The Technology Research Association for Next-Generation Natural Products Chemistry (N2PC) has been developing cutting-edge technologies for cloning and heterologous expression of biosynthesis gene clusters, which are sometimes large DNA fragments exceeding 100kb with high homology and repeated sequences, for industrially useful natural compounds. In this project, N2PC is working on development of means to modify the core structure of medium-sized-molecule natural products by applying these technologies.
- Development of mother nucleus modification technology for natural compounds
N2PC succeeded in developing technology using BAC clones in vitro that enables accurate genome editing at targeted positions, instead of conventional homologous recombination technology performed inside cells (in vitro module editing technology). By advancing the in vitro module editing technology developed, N2PC has also succeeded, for the first time in the world, in developing technology to precisely modify the biosynthetic gene module of medium-sized-molecule natural compounds, which usually have extremely high homology and repeat sequences.

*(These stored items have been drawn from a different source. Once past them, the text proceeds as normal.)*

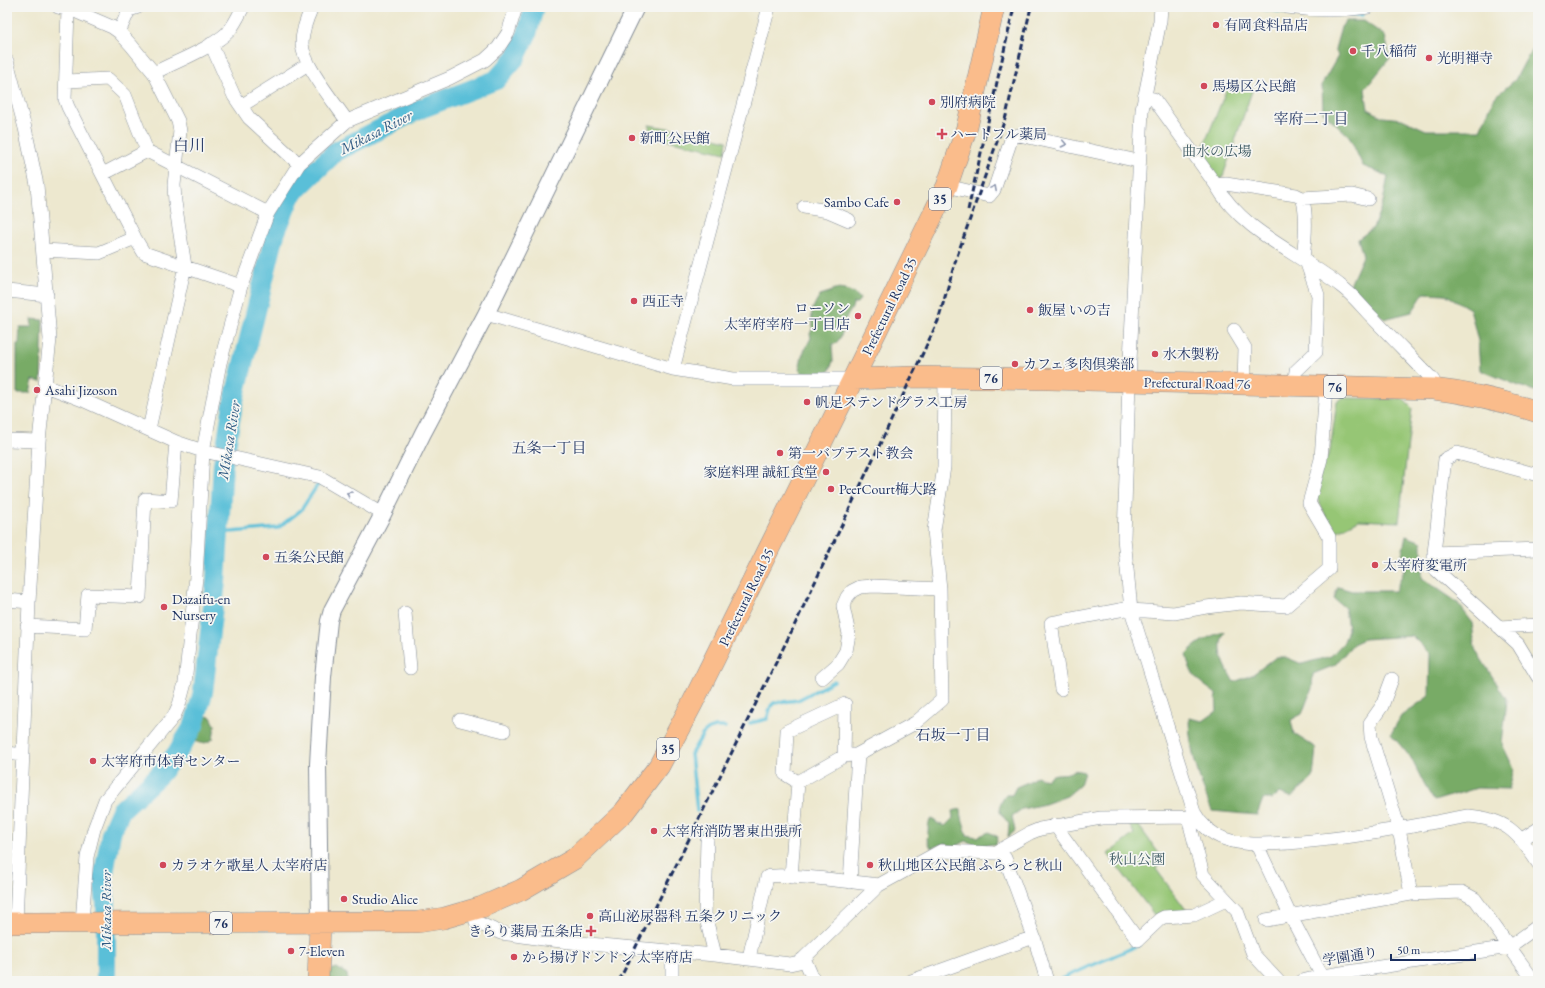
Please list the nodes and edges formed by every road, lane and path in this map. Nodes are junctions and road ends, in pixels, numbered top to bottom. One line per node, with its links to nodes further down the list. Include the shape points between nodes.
1 (138, 7): 12 (street, via 129,10)
2 (312, 7): 15 (street, via 302,44)
3 (516, 7): 20 (street, via 508,33 498,48 485,60 450,78)
4 (636, 7): 40 (street)
5 (769, 7): 42 (street)
6 (994, 7): 27 (main road, Prefectural Road 35 / 35, via 967,127)
7 (1161, 7): 18 (street)
8 (1287, 7): 9 (street, via 1313,10)
9 (1369, 7)
10 (70, 9): 12 (street); 17 (street)
11 (240, 9): 13 (street, via 230,30)
12 (119, 32): 16 (street)
13 (210, 44): 16 (street); 19 (street)
14 (7, 61): 34 (street, via 37,185)
15 (308, 64): 19 (street); 20 (street)
16 (154, 73): 24 (street, via 178,121 180,131)
17 (67, 81): 21 (street, via 108,79 124,95); 25 (street, via 65,99 68,108)
18 (1144, 97): 22 (street); 26 (street, via 1154,99)
19 (241, 106): 23 (street, via 248,118)
20 (347, 121): 23 (street)
21 (147, 151): 24 (street); 25 (street)
22 (1138, 161): 27 (street, one-way to 22, via 989,196 994,190 1012,137 1019,135); 45 (street)
23 (299, 164): 31 (street)
24 (177, 165): 31 (street); 36 (street, via 175,202)
25 (103, 174): 33 (street)
26 (1216, 185): 28 (street, via 1226,184); 35 (street, via 1238,214 1253,227)
27 (947, 186): 44 (main road, Prefectural Road 35 / 35)
28 (1302, 198): 29 (street, via 1352,195); 35 (street, via 1305,226)
29 (1368, 199)
30 (804, 207): 32 (street, via 828,211)
31 (268, 213): 37 (street)
32 (849, 220)
33 (135, 238): 34 (street, via 98,253); 36 (street, via 144,253)
34 (43, 250): 39 (street)
35 (1304, 260): 47 (street, via 1318,296 1316,352 1296,371); 50 (street, via 1342,287 1433,380)
36 (185, 266): 37 (street); 52 (street)
37 (241, 286): 56 (street, via 220,363)
38 (7, 291): 39 (street)
39 (47, 296): 48 (street, via 50,339)
40 (486, 314): 42 (street); 58 (street)
41 (1234, 330): 46 (street, via 1245,348)
42 (673, 369): 44 (street, via 733,379)
43 (946, 378): 44 (main road, Prefectural Road 76 / 76); 45 (main road, Prefectural Road 76 / 76); 61 (street, via 944,467 934,530)
44 (853, 379): 95 (main road, Prefectural Road 35 / 35, via 659,766 624,812 574,859 521,890)
45 (1129, 382): 46 (main road, Prefectural Road 76 / 76); 64 (street, via 1124,538)
46 (1244, 384): 47 (main road, Prefectural Road 76 / 76)
47 (1294, 385): 49 (main road, Prefectural Road 76 / 76)
48 (46, 386): 52 (street); 54 (street)
49 (1326, 386): 50 (main road, Prefectural Road 76 / 76); 64 (street, via 1320,459 1310,503 1329,537 1329,569 1286,606 1241,603 1206,606 1174,613)
50 (1433, 389): 51 (main road, Prefectural Road 76 / 76, via 1487,397)
51 (1538, 412)
52 (149, 429): 55 (street)
53 (7, 440): 54 (street)
54 (40, 441): 63 (street)
55 (176, 442): 56 (street); 67 (street, via 171,501 145,498 140,596 88,595 85,629)
56 (206, 452): 58 (street, one-way to 56, via 320,477); 99 (street, via 185,683 174,716 105,800 87,857)
57 (1538, 475): 60 (street, via 1457,453 1445,459)
58 (383, 514): 100 (street, via 336,600 329,621 318,764)
59 (1538, 549): 60 (street)
60 (1434, 553): 68 (street, via 1434,568)
61 (940, 589): 71 (street, via 874,586 860,587 852,591 843,606 849,634 846,651 838,664); 77 (street, via 942,700 915,723)
62 (7, 600): 63 (street)
63 (29, 602): 67 (street)
64 (1131, 609): 73 (street, via 1051,623); 81 (street)
65 (405, 613): 69 (street)
66 (1538, 625): 68 (street)
67 (28, 626): 78 (street)
68 (1499, 627): 70 (street, via 1520,647)
69 (410, 668)
70 (1538, 677)
71 (822, 678)
72 (1392, 679): 83 (street, via 1382,706 1370,723 1370,737)
73 (1061, 690)
74 (460, 720): 75 (street)
75 (504, 731)
76 (7, 753): 78 (street)
77 (858, 754): 79 (street); 91 (street)
78 (23, 755): 98 (street)
79 (844, 756): 80 (street); 80 (street, via 845,704 787,731 785,774)
80 (798, 782): 90 (street)
81 (1192, 817): 82 (street, via 1101,818); 87 (street, via 1217,836); 94 (street, via 1203,875)
82 (1055, 825): 92 (street, via 1030,833 994,853 941,851); 94 (street, via 1138,940 1164,917 1194,915)
83 (1399, 829): 85 (street, via 1468,816 1483,817 1511,829); 87 (street, via 1322,841); 93 (street)
84 (1538, 829): 85 (street)
85 (1522, 839): 89 (street)
86 (707, 841): 105 (street, via 705,914)
87 (1258, 844): 96 (street)
88 (1005, 858): 102 (street)
89 (1538, 863)
90 (792, 876): 91 (street); 106 (street, via 766,877)
91 (850, 882): 92 (street)
92 (879, 885): 107 (street)
93 (1412, 894): 96 (street); 103 (street, via 1462,892 1475,899)
94 (1226, 900): 114 (street, via 1237,911 1253,954)
95 (473, 910): 100 (main road, Prefectural Road 35 / 35, via 418,922); 104 (street, via 476,922 501,933)
96 (1290, 915): 97 (street); 108 (street)
97 (1266, 920)
98 (12, 923): 99 (main road, 76)
99 (83, 923): 100 (main road, 76)
100 (320, 923): 109 (main road)
101 (1538, 926): 103 (street, 学園通り)
102 (1034, 937): 112 (street); 113 (street)
103 (1509, 947): 108 (street, 学園通り); 116 (street)
104 (672, 952): 105 (street); 110 (street)
105 (715, 955): 106 (street)
106 (749, 958): 107 (street, via 790,964)
107 (804, 958): 111 (street)
108 (1323, 979): 115 (street, 学園通り)
109 (318, 981)
110 (672, 981)
111 (814, 981)
112 (911, 981)
113 (1048, 981)
114 (1278, 981)
115 (1302, 981)
116 (1534, 981)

- Development of conversion technology for medium-sized molecules using microbial enzymes
A large number of cytochrome P450 enzymes were collected for the purpose of metabolite analysis of medium-sized-molecule natural compounds. In addition, we have developed a cloning vector system for the optimization of P450 enzyme activity, and also succeeded in developing an enzyme activity expression system that abolished the production of by-products and significantly improved the maximum activity. In addition, we have succeeded in developing technology that can efficiently identify the target enzyme from among many candidate enzymes present in a microorganism.